→ **What you should do**
Show each line of the data below in which "edges" occurs.

--- START ---

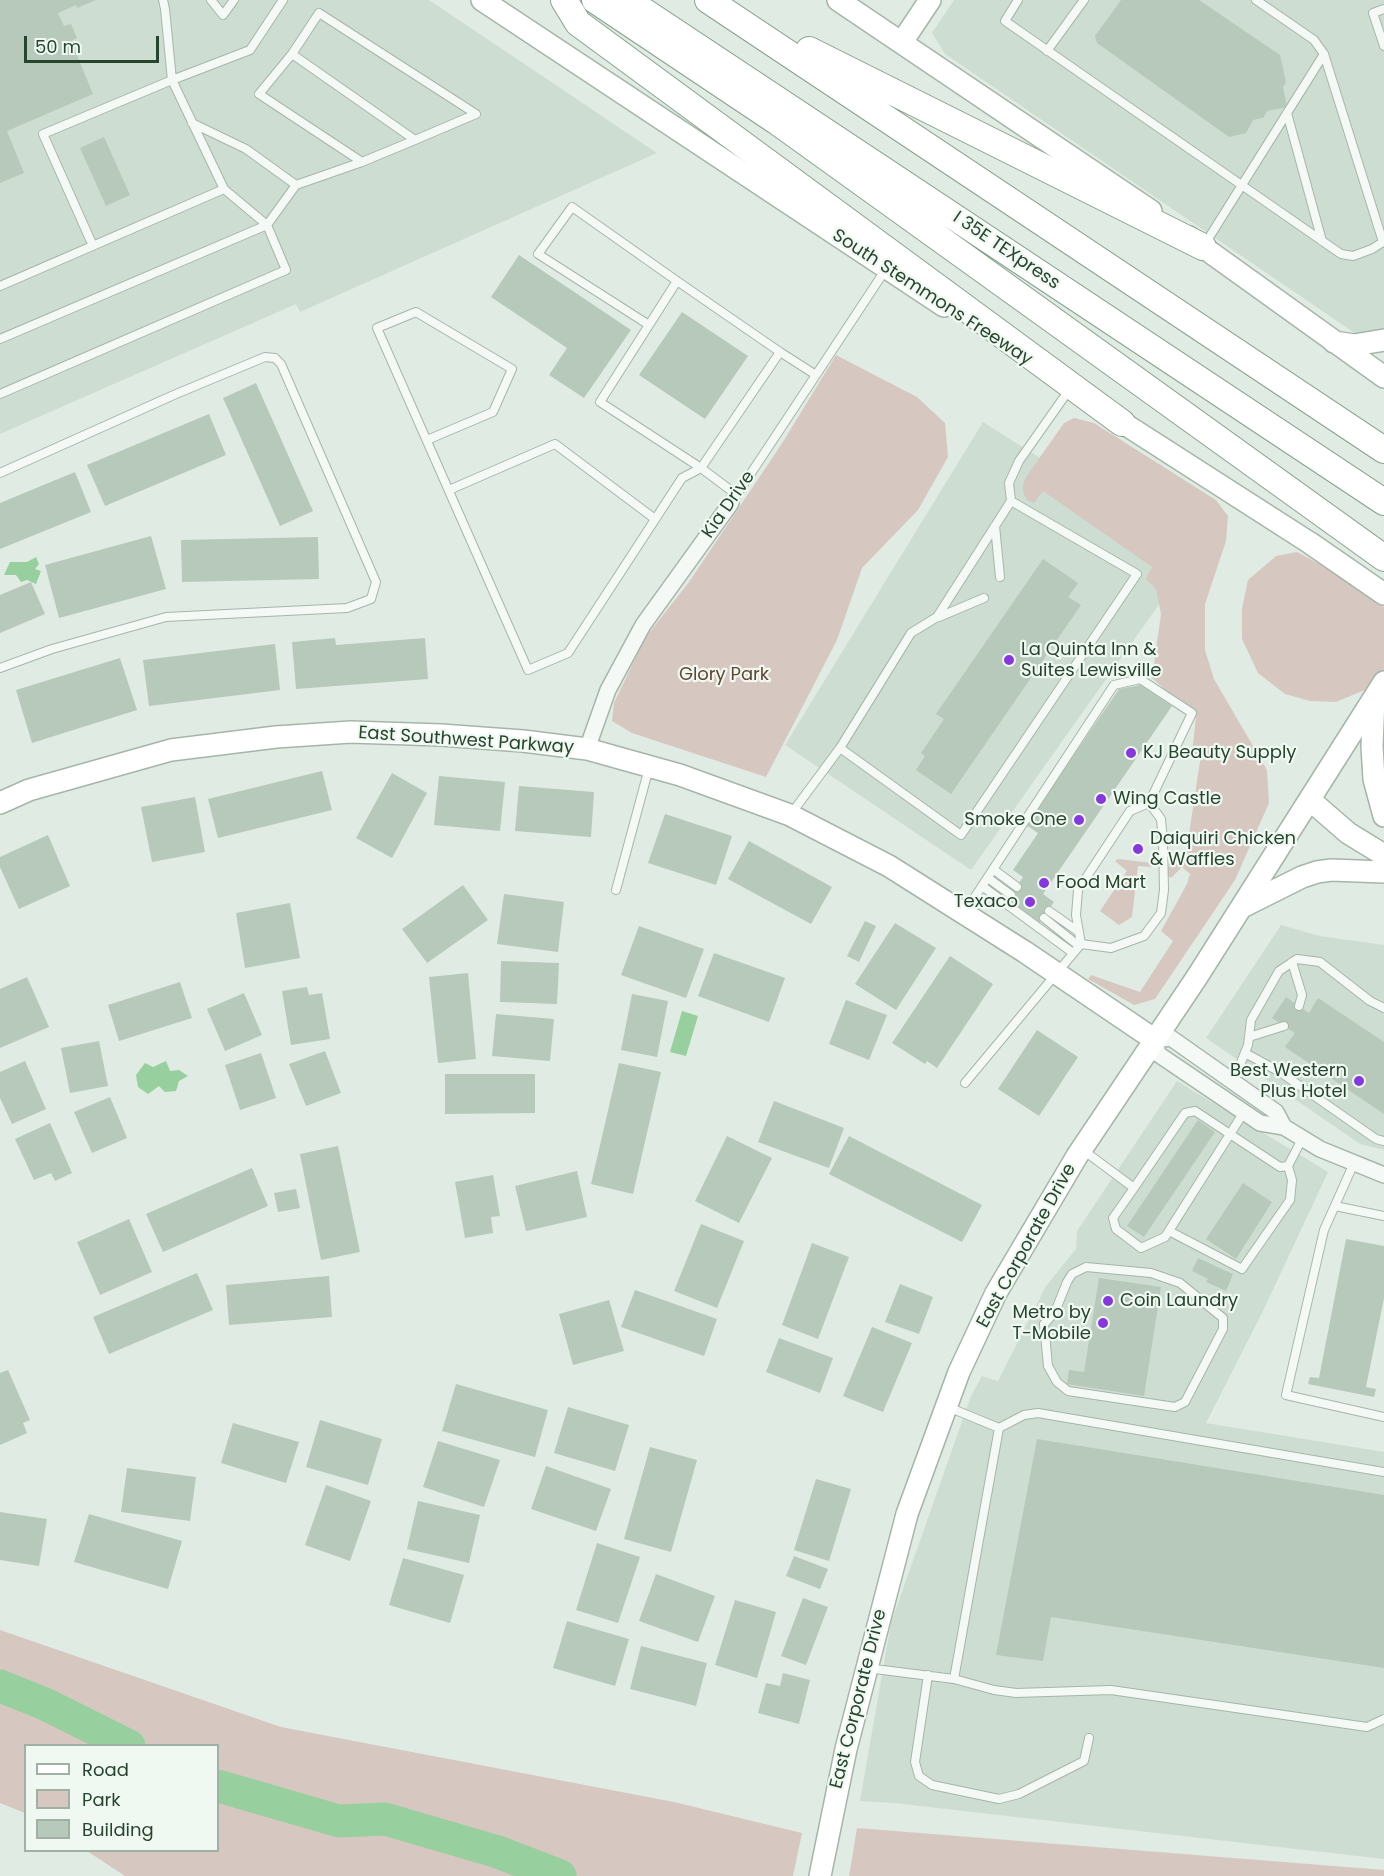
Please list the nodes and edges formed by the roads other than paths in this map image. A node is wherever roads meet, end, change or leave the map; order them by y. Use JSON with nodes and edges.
{"nodes":[{"id":1,"x":163,"y":0,"type":"edge"},
{"id":2,"x":211,"y":0,"type":"edge"},
{"id":3,"x":234,"y":0,"type":"edge"},
{"id":4,"x":284,"y":0,"type":"edge"},
{"id":5,"x":482,"y":0,"type":"edge"},
{"id":6,"x":564,"y":0,"type":"edge"},
{"id":7,"x":595,"y":0,"type":"edge"},
{"id":8,"x":627,"y":0,"type":"edge"},
{"id":9,"x":709,"y":0,"type":"edge"},
{"id":10,"x":838,"y":0,"type":"edge"},
{"id":11,"x":930,"y":0,"type":"edge"},
{"id":12,"x":1084,"y":0,"type":"edge"},
{"id":13,"x":1256,"y":0,"type":"edge"},
{"id":14,"x":1014,"y":2,"type":"edge"},
{"id":15,"x":1384,"y":9,"type":"edge"},
{"id":16,"x":902,"y":42,"type":"junction"},
{"id":17,"x":1384,"y":46,"type":"edge"},
{"id":18,"x":1047,"y":51,"type":"junction"},
{"id":19,"x":292,"y":54,"type":"junction"},
{"id":20,"x":1324,"y":54,"type":"junction"},
{"id":21,"x":172,"y":80,"type":"junction"},
{"id":22,"x":1287,"y":113,"type":"junction"},
{"id":23,"x":192,"y":123,"type":"junction"},
{"id":24,"x":415,"y":140,"type":"junction"},
{"id":25,"x":362,"y":162,"type":"junction"},
{"id":26,"x":1242,"y":185,"type":"junction"},
{"id":27,"x":296,"y":186,"type":"junction"},
{"id":28,"x":224,"y":189,"type":"junction"},
{"id":29,"x":267,"y":225,"type":"junction"},
{"id":30,"x":1322,"y":241,"type":"junction"},
{"id":31,"x":93,"y":246,"type":"junction"},
{"id":32,"x":1203,"y":247,"type":"junction"},
{"id":33,"x":887,"y":269,"type":"junction"},
{"id":34,"x":677,"y":281,"type":"junction"},
{"id":35,"x":0,"y":286,"type":"edge"},
{"id":36,"x":649,"y":325,"type":"junction"},
{"id":37,"x":0,"y":339,"type":"edge"},
{"id":38,"x":1384,"y":340,"type":"edge"},
{"id":39,"x":1332,"y":341,"type":"junction"},
{"id":40,"x":780,"y":352,"type":"junction"},
{"id":41,"x":816,"y":375,"type":"junction"},
{"id":42,"x":1384,"y":377,"type":"edge"},
{"id":43,"x":1070,"y":388,"type":"junction"},
{"id":44,"x":0,"y":394,"type":"edge"},
{"id":45,"x":1122,"y":423,"type":"junction"},
{"id":46,"x":427,"y":440,"type":"junction"},
{"id":47,"x":1384,"y":450,"type":"edge"},
{"id":48,"x":701,"y":468,"type":"junction"},
{"id":49,"x":0,"y":473,"type":"edge"},
{"id":50,"x":449,"y":490,"type":"junction"},
{"id":51,"x":734,"y":499,"type":"junction"},
{"id":52,"x":1011,"y":501,"type":"junction"},
{"id":53,"x":1384,"y":502,"type":"edge"},
{"id":54,"x":655,"y":519,"type":"junction"},
{"id":55,"x":995,"y":526,"type":"junction"},
{"id":56,"x":1384,"y":558,"type":"edge"},
{"id":57,"x":1000,"y":577,"type":"dead end"},
{"id":58,"x":1384,"y":594,"type":"edge"},
{"id":59,"x":984,"y":598,"type":"dead end"},
{"id":60,"x":938,"y":617,"type":"junction"},
{"id":61,"x":0,"y":668,"type":"edge"},
{"id":62,"x":1379,"y":690,"type":"edge"},
{"id":63,"x":840,"y":748,"type":"junction"},
{"id":64,"x":587,"y":749,"type":"junction"},
{"id":65,"x":650,"y":767,"type":"junction"},
{"id":66,"x":1310,"y":800,"type":"junction"},
{"id":67,"x":0,"y":803,"type":"edge"},
{"id":68,"x":1149,"y":803,"type":"junction"},
{"id":69,"x":790,"y":815,"type":"junction"},
{"id":70,"x":1384,"y":816,"type":"edge"},
{"id":71,"x":1384,"y":855,"type":"edge"},
{"id":72,"x":993,"y":869,"type":"junction"},
{"id":73,"x":1384,"y":872,"type":"edge"},
{"id":74,"x":988,"y":878,"type":"junction"},
{"id":75,"x":982,"y":886,"type":"junction"},
{"id":76,"x":1017,"y":886,"type":"dead end"},
{"id":77,"x":616,"y":890,"type":"dead end"},
{"id":78,"x":1011,"y":896,"type":"dead end"},
{"id":79,"x":1241,"y":907,"type":"junction"},
{"id":80,"x":964,"y":913,"type":"junction"},
{"id":81,"x":1079,"y":932,"type":"junction"},
{"id":82,"x":1080,"y":945,"type":"junction"},
{"id":83,"x":1072,"y":954,"type":"junction"},
{"id":84,"x":1292,"y":962,"type":"junction"},
{"id":85,"x":1056,"y":973,"type":"junction"},
{"id":86,"x":1299,"y":1006,"type":"dead end"},
{"id":87,"x":1384,"y":1008,"type":"edge"},
{"id":88,"x":1284,"y":1026,"type":"dead end"},
{"id":89,"x":1249,"y":1036,"type":"junction"},
{"id":90,"x":1155,"y":1040,"type":"junction"},
{"id":91,"x":1245,"y":1053,"type":"junction"},
{"id":92,"x":1231,"y":1080,"type":"junction"},
{"id":93,"x":965,"y":1083,"type":"dead end"},
{"id":94,"x":1244,"y":1112,"type":"junction"},
{"id":95,"x":1284,"y":1127,"type":"junction"},
{"id":96,"x":1231,"y":1134,"type":"junction"},
{"id":97,"x":1302,"y":1139,"type":"junction"},
{"id":98,"x":1384,"y":1141,"type":"edge"},
{"id":99,"x":1082,"y":1149,"type":"junction"},
{"id":100,"x":1354,"y":1163,"type":"junction"},
{"id":101,"x":1288,"y":1166,"type":"junction"},
{"id":102,"x":1384,"y":1175,"type":"edge"},
{"id":103,"x":1134,"y":1188,"type":"junction"},
{"id":104,"x":1335,"y":1206,"type":"junction"},
{"id":105,"x":1384,"y":1216,"type":"edge"},
{"id":106,"x":1169,"y":1231,"type":"junction"},
{"id":107,"x":1044,"y":1324,"type":"joint"},
{"id":108,"x":946,"y":1407,"type":"junction"},
{"id":109,"x":1384,"y":1417,"type":"edge"},
{"id":110,"x":999,"y":1428,"type":"junction"},
{"id":111,"x":1384,"y":1472,"type":"edge"},
{"id":112,"x":866,"y":1667,"type":"junction"},
{"id":113,"x":928,"y":1676,"type":"junction"},
{"id":114,"x":954,"y":1679,"type":"junction"},
{"id":115,"x":1384,"y":1719,"type":"edge"},
{"id":116,"x":1089,"y":1738,"type":"dead end"},
{"id":117,"x":820,"y":1876,"type":"edge"}],
"edges":[{"from":1,"to":21,"type":"lane"},
{"from":2,"to":3,"type":"lane"},
{"from":4,"to":21,"type":"lane"},
{"from":5,"to":33,"type":"main road","name":"South Stemmons Freeway"},
{"from":6,"to":45,"type":"highway"},
{"from":7,"to":56,"type":"highway"},
{"from":8,"to":53,"type":"highway","name":"I 35E TEXpress"},
{"from":9,"to":32,"type":"highway"},
{"from":9,"to":47,"type":"highway"},
{"from":10,"to":16,"type":"main road"},
{"from":11,"to":16,"type":"main road"},
{"from":12,"to":18,"type":"lane"},
{"from":13,"to":20,"type":"lane"},
{"from":14,"to":18,"type":"lane"},
{"from":15,"to":17,"type":"lane"},
{"from":16,"to":32,"type":"main road"},
{"from":18,"to":26,"type":"lane"},
{"from":19,"to":24,"type":"lane"},
{"from":19,"to":24,"type":"lane"},
{"from":19,"to":25,"type":"lane"},
{"from":20,"to":22,"type":"lane"},
{"from":20,"to":30,"type":"lane"},
{"from":21,"to":23,"type":"lane"},
{"from":21,"to":31,"type":"lane"},
{"from":22,"to":26,"type":"lane"},
{"from":22,"to":30,"type":"lane"},
{"from":23,"to":27,"type":"lane"},
{"from":23,"to":28,"type":"lane"},
{"from":24,"to":25,"type":"lane"},
{"from":25,"to":27,"type":"lane"},
{"from":26,"to":30,"type":"lane"},
{"from":26,"to":32,"type":"lane"},
{"from":27,"to":29,"type":"lane"},
{"from":28,"to":29,"type":"lane"},
{"from":28,"to":31,"type":"lane"},
{"from":29,"to":37,"type":"lane"},
{"from":29,"to":44,"type":"lane"},
{"from":31,"to":35,"type":"lane"},
{"from":32,"to":39,"type":"main road"},
{"from":33,"to":41,"type":"lane","name":"Kia Drive"},
{"from":33,"to":43,"type":"main road","name":"South Stemmons Freeway"},
{"from":34,"to":36,"type":"lane"},
{"from":34,"to":36,"type":"lane"},
{"from":34,"to":40,"type":"lane"},
{"from":36,"to":48,"type":"lane"},
{"from":38,"to":39,"type":"main road"},
{"from":39,"to":42,"type":"main road"},
{"from":40,"to":41,"type":"lane"},
{"from":40,"to":48,"type":"lane"},
{"from":41,"to":51,"type":"lane","name":"Kia Drive"},
{"from":43,"to":45,"type":"main road","name":"South Stemmons Freeway"},
{"from":43,"to":52,"type":"lane"},
{"from":45,"to":58,"type":"main road","name":"South Stemmons Freeway"},
{"from":46,"to":46,"type":"lane"},
{"from":46,"to":50,"type":"lane"},
{"from":48,"to":51,"type":"lane"},
{"from":48,"to":54,"type":"lane"},
{"from":49,"to":61,"type":"lane"},
{"from":50,"to":54,"type":"lane"},
{"from":50,"to":54,"type":"lane"},
{"from":51,"to":64,"type":"street","name":"Kia Drive"},
{"from":52,"to":55,"type":"lane"},
{"from":52,"to":63,"type":"lane"},
{"from":55,"to":57,"type":"lane"},
{"from":55,"to":60,"type":"lane"},
{"from":59,"to":60,"type":"lane"},
{"from":60,"to":63,"type":"lane"},
{"from":62,"to":66,"type":"main road","name":"East Corporate Drive"},
{"from":62,"to":70,"type":"main road"},
{"from":63,"to":69,"type":"lane"},
{"from":64,"to":65,"type":"main road","name":"East Southwest Parkway"},
{"from":64,"to":67,"type":"main road","name":"East Southwest Parkway"},
{"from":65,"to":69,"type":"main road","name":"East Southwest Parkway"},
{"from":65,"to":77,"type":"lane"},
{"from":66,"to":71,"type":"main road"},
{"from":66,"to":79,"type":"main road","name":"East Corporate Drive"},
{"from":68,"to":72,"type":"lane"},
{"from":68,"to":81,"type":"lane"},
{"from":68,"to":82,"type":"lane"},
{"from":69,"to":80,"type":"main road","name":"East Southwest Parkway"},
{"from":72,"to":74,"type":"lane"},
{"from":72,"to":76,"type":"lane"},
{"from":73,"to":79,"type":"main road"},
{"from":74,"to":75,"type":"lane"},
{"from":74,"to":78,"type":"lane"},
{"from":75,"to":80,"type":"lane"},
{"from":75,"to":83,"type":"lane"},
{"from":79,"to":90,"type":"main road","name":"East Corporate Drive"},
{"from":80,"to":85,"type":"main road","name":"East Southwest Parkway"},
{"from":81,"to":82,"type":"lane"},
{"from":81,"to":82,"type":"lane"},
{"from":82,"to":83,"type":"lane"},
{"from":83,"to":85,"type":"lane"},
{"from":84,"to":86,"type":"lane"},
{"from":84,"to":87,"type":"lane"},
{"from":84,"to":89,"type":"lane"},
{"from":85,"to":90,"type":"main road","name":"East Southwest Parkway"},
{"from":85,"to":93,"type":"lane"},
{"from":88,"to":89,"type":"lane"},
{"from":89,"to":91,"type":"lane"},
{"from":90,"to":92,"type":"street"},
{"from":90,"to":94,"type":"street"},
{"from":90,"to":99,"type":"main road","name":"East Corporate Drive"},
{"from":91,"to":92,"type":"lane"},
{"from":91,"to":98,"type":"lane"},
{"from":92,"to":95,"type":"street"},
{"from":94,"to":95,"type":"street"},
{"from":94,"to":96,"type":"lane"},
{"from":95,"to":97,"type":"street"},
{"from":96,"to":101,"type":"lane"},
{"from":96,"to":103,"type":"lane"},
{"from":96,"to":106,"type":"lane"},
{"from":97,"to":100,"type":"street"},
{"from":97,"to":101,"type":"lane"},
{"from":99,"to":103,"type":"lane"},
{"from":99,"to":108,"type":"main road","name":"East Corporate Drive"},
{"from":100,"to":102,"type":"street"},
{"from":100,"to":104,"type":"lane"},
{"from":101,"to":106,"type":"lane"},
{"from":103,"to":106,"type":"lane"},
{"from":104,"to":105,"type":"lane"},
{"from":104,"to":109,"type":"lane"},
{"from":107,"to":107,"type":"lane"},
{"from":108,"to":110,"type":"lane"},
{"from":108,"to":112,"type":"main road","name":"East Corporate Drive"},
{"from":110,"to":111,"type":"lane"},
{"from":110,"to":114,"type":"lane"},
{"from":112,"to":113,"type":"lane"},
{"from":112,"to":117,"type":"main road","name":"East Corporate Drive"},
{"from":113,"to":114,"type":"lane"},
{"from":113,"to":116,"type":"lane"},
{"from":114,"to":115,"type":"lane"}]}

--- END ---

→ **Solution for this problem**
Please list the nodes and edges formed by the roads other than paths in this map image. A node is wherever roads meet, end, change or leave the map; order them by y. Use JSON with nodes and edges.
"edges":[{"from":1,"to":21,"type":"lane"},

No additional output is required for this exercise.